BEGIN GIVEN RECORDS

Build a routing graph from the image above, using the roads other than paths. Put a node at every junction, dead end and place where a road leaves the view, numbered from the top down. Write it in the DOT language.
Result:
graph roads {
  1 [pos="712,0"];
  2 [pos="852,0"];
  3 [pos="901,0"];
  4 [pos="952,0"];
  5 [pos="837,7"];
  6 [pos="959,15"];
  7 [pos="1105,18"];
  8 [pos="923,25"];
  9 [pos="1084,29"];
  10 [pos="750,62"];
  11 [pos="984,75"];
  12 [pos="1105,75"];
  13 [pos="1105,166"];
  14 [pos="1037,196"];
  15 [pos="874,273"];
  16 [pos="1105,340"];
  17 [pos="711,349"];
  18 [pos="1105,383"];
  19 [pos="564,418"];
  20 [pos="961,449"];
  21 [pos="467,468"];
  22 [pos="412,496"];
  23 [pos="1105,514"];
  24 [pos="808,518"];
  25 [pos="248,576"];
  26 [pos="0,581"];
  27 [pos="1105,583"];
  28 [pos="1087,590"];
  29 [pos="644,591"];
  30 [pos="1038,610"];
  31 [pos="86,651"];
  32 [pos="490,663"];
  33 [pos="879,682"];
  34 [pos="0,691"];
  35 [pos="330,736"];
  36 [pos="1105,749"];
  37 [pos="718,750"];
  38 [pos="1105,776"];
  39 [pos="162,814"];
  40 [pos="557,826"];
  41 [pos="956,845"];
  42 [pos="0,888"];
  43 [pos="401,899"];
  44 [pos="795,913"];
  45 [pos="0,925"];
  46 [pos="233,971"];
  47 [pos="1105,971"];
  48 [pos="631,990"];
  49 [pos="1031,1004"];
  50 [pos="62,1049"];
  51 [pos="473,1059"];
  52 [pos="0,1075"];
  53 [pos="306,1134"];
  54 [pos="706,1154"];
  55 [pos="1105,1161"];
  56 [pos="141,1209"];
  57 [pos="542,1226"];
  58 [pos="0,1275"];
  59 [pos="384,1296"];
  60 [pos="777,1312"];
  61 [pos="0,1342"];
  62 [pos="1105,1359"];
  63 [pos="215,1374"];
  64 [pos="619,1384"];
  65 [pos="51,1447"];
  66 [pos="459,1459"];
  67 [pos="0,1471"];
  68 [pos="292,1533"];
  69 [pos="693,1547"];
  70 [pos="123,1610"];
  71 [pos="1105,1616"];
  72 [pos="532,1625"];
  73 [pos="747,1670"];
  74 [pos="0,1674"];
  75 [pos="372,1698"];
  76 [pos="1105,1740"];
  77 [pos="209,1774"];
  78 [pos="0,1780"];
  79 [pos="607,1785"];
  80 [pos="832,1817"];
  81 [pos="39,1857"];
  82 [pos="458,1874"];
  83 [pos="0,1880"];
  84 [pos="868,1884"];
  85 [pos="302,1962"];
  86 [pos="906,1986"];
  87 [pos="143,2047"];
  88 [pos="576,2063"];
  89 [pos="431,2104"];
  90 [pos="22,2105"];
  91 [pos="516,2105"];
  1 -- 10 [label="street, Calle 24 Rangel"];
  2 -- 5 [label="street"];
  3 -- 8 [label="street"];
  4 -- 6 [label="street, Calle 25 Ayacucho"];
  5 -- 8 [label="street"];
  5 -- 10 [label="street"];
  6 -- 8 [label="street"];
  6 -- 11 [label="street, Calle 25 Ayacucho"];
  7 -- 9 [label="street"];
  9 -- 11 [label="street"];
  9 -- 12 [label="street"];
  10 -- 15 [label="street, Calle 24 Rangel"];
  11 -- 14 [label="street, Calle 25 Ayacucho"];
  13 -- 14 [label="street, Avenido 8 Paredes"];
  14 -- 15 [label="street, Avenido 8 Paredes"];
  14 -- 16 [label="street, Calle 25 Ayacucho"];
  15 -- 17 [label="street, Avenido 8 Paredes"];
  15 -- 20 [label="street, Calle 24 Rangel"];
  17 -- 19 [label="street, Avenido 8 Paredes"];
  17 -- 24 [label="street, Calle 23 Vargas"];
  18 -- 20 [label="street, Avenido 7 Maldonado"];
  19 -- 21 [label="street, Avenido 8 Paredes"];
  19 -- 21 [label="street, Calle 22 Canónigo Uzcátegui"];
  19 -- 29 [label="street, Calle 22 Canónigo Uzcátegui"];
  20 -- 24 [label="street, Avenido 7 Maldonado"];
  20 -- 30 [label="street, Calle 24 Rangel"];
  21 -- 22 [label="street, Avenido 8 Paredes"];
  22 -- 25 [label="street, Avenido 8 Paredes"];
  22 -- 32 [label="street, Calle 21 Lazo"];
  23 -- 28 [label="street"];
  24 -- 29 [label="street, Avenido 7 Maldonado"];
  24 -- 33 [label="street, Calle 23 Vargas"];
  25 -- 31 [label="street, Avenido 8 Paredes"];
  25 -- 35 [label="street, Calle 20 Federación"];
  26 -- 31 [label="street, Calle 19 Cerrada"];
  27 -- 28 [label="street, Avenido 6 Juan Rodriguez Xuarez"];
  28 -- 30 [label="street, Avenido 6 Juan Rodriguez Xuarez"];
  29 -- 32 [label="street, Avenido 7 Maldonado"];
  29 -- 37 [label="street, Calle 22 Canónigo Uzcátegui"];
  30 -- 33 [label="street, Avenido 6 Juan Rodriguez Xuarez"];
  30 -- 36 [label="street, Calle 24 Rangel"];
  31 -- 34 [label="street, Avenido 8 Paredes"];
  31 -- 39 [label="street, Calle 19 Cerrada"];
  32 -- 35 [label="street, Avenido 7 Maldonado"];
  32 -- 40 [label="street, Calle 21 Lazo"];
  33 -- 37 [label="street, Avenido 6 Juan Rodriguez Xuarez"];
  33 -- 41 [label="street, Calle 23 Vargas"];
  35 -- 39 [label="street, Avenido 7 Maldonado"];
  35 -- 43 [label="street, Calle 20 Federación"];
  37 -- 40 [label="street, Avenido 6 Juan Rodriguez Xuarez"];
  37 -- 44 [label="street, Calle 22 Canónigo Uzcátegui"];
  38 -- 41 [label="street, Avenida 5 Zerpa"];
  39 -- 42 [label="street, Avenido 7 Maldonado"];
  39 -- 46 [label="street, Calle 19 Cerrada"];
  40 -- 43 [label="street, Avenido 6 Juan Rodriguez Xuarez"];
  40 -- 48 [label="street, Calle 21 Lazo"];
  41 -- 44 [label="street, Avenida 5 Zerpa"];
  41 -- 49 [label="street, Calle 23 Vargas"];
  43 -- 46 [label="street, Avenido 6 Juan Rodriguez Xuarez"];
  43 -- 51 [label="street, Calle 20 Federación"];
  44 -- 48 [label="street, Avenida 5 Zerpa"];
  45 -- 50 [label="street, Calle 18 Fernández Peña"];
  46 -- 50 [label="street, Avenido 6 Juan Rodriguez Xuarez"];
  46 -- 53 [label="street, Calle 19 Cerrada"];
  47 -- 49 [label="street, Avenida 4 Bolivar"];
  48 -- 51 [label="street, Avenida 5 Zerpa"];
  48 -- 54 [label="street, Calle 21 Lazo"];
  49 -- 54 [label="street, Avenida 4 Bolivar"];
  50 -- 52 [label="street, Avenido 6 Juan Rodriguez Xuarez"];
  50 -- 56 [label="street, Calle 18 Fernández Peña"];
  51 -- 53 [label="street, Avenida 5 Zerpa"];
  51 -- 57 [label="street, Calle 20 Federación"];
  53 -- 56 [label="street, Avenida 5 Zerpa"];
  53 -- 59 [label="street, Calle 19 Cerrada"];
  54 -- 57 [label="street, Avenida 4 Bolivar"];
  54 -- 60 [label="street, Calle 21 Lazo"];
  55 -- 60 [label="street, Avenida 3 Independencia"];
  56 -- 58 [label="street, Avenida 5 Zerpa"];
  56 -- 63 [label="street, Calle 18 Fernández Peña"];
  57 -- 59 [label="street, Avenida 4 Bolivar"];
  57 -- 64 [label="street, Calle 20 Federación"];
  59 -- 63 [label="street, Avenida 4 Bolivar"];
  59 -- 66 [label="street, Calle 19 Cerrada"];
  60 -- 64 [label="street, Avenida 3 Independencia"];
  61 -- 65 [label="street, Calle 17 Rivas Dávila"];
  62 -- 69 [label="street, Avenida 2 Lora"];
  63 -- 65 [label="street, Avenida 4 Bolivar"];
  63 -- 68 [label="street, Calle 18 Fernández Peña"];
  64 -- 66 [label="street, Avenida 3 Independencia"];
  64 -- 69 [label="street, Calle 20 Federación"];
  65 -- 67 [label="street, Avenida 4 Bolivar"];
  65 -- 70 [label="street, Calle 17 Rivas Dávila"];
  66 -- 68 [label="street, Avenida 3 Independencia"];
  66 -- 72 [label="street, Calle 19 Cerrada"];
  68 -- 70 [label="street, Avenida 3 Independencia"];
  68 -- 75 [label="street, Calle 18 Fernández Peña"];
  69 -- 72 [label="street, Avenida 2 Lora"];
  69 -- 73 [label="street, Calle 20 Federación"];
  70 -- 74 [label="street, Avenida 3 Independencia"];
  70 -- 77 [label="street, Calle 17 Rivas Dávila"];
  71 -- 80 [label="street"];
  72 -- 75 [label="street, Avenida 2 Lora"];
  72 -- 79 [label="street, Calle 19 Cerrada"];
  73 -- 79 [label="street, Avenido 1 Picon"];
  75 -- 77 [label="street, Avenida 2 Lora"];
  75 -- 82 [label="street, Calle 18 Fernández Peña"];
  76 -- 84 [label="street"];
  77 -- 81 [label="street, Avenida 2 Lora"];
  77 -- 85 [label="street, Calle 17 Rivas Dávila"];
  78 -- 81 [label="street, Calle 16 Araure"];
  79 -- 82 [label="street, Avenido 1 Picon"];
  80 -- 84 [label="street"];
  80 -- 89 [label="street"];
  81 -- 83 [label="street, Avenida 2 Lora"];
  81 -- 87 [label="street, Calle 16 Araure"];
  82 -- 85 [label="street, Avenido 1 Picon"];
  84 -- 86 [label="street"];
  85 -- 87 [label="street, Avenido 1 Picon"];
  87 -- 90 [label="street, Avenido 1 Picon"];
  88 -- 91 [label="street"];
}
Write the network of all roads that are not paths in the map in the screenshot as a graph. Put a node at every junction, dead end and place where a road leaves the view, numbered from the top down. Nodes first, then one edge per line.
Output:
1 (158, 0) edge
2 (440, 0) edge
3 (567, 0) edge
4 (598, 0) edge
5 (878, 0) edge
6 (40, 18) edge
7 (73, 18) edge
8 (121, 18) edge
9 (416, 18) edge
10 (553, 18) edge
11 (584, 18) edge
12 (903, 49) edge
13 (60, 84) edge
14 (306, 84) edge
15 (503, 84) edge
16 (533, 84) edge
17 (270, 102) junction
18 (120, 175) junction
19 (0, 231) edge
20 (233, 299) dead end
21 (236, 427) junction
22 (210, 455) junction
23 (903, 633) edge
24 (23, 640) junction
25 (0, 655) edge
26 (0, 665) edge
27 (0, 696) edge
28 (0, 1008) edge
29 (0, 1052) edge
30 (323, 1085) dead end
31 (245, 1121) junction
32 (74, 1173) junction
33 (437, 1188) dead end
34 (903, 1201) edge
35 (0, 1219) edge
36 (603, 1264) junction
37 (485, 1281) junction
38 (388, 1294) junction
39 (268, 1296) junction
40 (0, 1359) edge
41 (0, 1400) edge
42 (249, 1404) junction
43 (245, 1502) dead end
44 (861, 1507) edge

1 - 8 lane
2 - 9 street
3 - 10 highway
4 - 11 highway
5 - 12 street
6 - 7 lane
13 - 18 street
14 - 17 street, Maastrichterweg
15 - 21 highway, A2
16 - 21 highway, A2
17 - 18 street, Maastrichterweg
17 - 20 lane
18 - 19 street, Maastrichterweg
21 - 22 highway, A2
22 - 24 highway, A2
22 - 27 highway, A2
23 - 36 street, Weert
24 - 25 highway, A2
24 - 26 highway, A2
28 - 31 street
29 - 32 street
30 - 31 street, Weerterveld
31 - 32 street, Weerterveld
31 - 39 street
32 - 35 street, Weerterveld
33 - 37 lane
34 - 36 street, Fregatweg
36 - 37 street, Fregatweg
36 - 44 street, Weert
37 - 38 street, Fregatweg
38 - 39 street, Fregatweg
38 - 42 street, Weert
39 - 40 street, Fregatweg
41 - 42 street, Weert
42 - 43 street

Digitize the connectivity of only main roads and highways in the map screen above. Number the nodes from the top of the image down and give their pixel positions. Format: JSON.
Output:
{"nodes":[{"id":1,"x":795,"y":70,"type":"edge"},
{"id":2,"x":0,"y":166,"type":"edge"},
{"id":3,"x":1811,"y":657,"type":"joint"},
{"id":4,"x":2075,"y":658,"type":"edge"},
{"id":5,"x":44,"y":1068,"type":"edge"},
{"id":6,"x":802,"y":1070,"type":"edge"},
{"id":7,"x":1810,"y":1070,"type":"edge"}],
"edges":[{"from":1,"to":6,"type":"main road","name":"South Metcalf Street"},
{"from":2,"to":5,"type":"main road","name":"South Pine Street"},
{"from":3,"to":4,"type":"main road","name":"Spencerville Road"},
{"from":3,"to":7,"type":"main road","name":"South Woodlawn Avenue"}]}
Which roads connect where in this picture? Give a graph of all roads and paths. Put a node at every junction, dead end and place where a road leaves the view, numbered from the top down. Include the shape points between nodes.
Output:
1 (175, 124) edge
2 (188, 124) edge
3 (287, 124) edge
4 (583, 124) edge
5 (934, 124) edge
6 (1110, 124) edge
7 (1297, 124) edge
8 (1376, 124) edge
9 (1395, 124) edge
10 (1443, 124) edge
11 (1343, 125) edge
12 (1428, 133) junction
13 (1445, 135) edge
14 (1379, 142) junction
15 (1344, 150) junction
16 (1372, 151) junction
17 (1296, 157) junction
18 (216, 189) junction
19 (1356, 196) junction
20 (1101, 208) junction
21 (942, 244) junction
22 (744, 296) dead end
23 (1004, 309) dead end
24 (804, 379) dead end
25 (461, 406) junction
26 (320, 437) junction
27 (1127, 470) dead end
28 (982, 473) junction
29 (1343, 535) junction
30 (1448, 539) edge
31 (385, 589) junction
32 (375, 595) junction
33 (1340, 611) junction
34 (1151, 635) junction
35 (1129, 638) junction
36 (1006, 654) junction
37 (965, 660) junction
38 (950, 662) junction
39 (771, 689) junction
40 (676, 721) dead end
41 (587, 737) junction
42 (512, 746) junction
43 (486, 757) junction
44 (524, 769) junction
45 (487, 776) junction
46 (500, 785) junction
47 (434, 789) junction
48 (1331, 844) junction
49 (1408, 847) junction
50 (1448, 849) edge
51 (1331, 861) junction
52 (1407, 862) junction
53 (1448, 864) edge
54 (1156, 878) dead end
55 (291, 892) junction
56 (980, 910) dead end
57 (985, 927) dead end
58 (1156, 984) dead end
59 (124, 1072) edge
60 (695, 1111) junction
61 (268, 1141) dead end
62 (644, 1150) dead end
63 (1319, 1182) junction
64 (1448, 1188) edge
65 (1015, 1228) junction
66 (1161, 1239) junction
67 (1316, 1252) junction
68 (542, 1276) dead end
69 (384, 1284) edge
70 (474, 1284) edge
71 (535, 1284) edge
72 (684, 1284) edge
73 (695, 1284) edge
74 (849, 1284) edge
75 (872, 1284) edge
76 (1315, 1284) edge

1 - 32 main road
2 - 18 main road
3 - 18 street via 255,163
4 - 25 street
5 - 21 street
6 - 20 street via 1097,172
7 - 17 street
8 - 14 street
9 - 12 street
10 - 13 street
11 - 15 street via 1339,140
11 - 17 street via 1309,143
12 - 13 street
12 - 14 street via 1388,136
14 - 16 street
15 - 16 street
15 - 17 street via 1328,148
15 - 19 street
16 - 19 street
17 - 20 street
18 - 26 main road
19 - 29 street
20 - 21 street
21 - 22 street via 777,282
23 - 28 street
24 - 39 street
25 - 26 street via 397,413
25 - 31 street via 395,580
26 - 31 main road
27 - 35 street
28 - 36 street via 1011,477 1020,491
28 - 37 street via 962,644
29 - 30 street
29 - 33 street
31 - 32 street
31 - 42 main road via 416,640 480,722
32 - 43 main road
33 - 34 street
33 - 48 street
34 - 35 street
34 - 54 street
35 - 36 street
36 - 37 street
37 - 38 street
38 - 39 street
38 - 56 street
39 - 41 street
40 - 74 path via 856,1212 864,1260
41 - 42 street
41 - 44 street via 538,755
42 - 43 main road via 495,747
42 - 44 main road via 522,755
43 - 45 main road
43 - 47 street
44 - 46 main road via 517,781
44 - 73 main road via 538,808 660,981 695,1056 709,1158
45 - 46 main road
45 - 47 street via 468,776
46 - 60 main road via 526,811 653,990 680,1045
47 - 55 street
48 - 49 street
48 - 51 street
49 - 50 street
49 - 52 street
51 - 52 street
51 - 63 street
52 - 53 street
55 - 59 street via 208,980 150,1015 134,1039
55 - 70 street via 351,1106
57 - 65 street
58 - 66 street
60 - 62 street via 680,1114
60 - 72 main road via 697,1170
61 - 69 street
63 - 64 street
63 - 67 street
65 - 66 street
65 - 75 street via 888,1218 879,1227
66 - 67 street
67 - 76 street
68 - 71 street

END GIVEN RECORDS

## ABOUT THIS TASK
Search the data for "Weerterveld". Copy every matching line.

## SOLUTION BELOW
30 - 31 street, Weerterveld
31 - 32 street, Weerterveld
32 - 35 street, Weerterveld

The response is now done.